Il Sindaco ha ricordato come l'Amministrazione stia già lavorando e intenda continuare a lavorare in futuro, sia direttamente sia con azioni di moral suasion, su questioni ritenute centrali anche dall'Associazione: dall'impegno per la Ferriera di Servola (per cui è prossimo un incontro con il Gruppo Arvedi per una soluzione in grado di garantire un futuro produttivo per il sito) allo sblocco della questione bonifiche, dalla riconversione del Porto Vecchio con spostamento del Punto Franco dove può servire all'attività portuale, cioè nel Porto Nuovo, al miglioramento dei collegamenti ferroviari a favore del trasporto di merci e persone.

A seguito delle notizie apparse nei giorni scorsi, il Presidente Razeto ha colto l'occasione per fare chiarezza sulla posizione di Confindustria Trieste circa gli Enti Scientifici del territorio, per ribadire e sottolinare che: “L'Associazione ritiene che gli Enti Scientifici del territorio siano una presenza preziosa con cui sono già in atto molte interazioni positive. Ne sono un esempio le collaborazioni in essere con TBS Group, Fincantieri, illycaffè, Demus lab, Euroclone e altre imprese dei settori ICT, farmaceutico, elettronico. In questo momento di crisi, le aziende che stanno crescendo sono quelle che hanno saputo adottare innovazioni in grado di distinguerle dai loro competitori, grazie alle relazioni con le realtà in cui si fa ricerca. - ha aggiunto – Per questo motivo, Trieste ha una posizione di indubbio vantaggio rispetto ad altri territori, data la numerosa presenza di queste realtà, e deve pertanto attivarsi ancora di più per “sfruttare” questa risorsa. Confindustria quindi si auspica che i rapporti di trasferimento della conoscenza da Università e Centri di Ricerca alle imprese possano diventare in breve tempo ancora più intensi, con un'ulteriore e maggior armonizzazione delle modalità operative e delle tempistiche tra i soggetti coinvolti. Il senso delle mie dichiarazioni dei giorni scorsi voleva quindi essere un invito a implementare le interazioni, affinchè industria e ricerca possano trovare nuovi e sempre più proficui ambiti di collaborazione”.
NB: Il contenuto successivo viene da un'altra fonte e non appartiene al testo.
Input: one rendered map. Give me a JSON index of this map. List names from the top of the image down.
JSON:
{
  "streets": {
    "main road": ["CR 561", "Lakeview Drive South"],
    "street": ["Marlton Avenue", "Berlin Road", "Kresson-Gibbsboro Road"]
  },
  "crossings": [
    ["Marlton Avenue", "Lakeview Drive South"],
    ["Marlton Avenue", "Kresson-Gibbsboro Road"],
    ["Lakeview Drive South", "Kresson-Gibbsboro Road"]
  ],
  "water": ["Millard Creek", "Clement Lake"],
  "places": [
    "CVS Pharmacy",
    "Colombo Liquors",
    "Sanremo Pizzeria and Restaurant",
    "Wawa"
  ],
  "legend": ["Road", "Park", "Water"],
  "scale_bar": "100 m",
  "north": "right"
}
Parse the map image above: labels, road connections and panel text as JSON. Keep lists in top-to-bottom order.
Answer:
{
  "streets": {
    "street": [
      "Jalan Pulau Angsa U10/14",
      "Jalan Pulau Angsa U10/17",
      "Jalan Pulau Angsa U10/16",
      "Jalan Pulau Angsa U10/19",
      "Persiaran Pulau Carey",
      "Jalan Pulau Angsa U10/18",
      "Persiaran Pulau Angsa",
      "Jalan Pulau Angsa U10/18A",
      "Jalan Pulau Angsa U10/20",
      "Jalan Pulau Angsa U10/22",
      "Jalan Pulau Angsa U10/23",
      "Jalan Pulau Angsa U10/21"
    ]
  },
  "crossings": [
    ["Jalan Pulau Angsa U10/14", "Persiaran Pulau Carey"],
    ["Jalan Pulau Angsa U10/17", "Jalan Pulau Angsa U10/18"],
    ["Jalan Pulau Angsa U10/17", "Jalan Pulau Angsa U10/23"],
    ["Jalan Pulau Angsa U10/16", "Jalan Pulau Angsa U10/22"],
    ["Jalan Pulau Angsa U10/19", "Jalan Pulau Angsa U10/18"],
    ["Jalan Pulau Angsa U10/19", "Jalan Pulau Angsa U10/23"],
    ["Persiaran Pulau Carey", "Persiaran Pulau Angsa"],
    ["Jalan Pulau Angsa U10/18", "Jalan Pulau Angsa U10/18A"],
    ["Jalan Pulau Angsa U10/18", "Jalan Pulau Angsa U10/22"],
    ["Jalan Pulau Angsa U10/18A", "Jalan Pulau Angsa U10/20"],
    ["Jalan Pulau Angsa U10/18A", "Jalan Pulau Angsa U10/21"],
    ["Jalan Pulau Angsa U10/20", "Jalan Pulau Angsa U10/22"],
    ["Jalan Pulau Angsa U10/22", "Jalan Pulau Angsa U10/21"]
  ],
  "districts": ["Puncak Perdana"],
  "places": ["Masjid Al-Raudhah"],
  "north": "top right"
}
L'Associazione inoltre sostiene attivamente, dalla sua istituzione nel 2008, il distretto industriale del caffè di Trieste, sia essendone socio, sia ospitandone la sede, sia supportandone l'attività con proprio personale. Un distretto che riunisce 50 realtà, 900 addetti, per un fatturato complessivo di circa 600 milioni di euro l'anno e che ha finanziato borse di dottorato in economia e scienza del caffè, sia direttamente sia attraverso le imprese socie. Attualmente sono in corso di assegnazione 10 premi di laurea per altrettanti giovani che intendono svolgere la propria tesi, sia triennale che specialistica, nelle materie legate all'industria del caffè.

Dall'incontro è dunque emersa una forte identità di vedute, e il Sindaco ha sottolineato che intende proseguire con l'interlocuzione costante con Confindustria Trieste al fine di monitorare l’evoluzione delle progettualità in atto e di sfruttare le opportunità. Al termine dell’incontro, il Sindaco e il Presidente hanno ribadito che ci sono aspetti su cui il territorio si sta muovendo. Ma che è doveroso continuare a impegnarsi insieme. Senza ulteriori indugi. Facendo squadra tra tutti coloro che credono nel futuro delle imprese e nello sviluppo locale.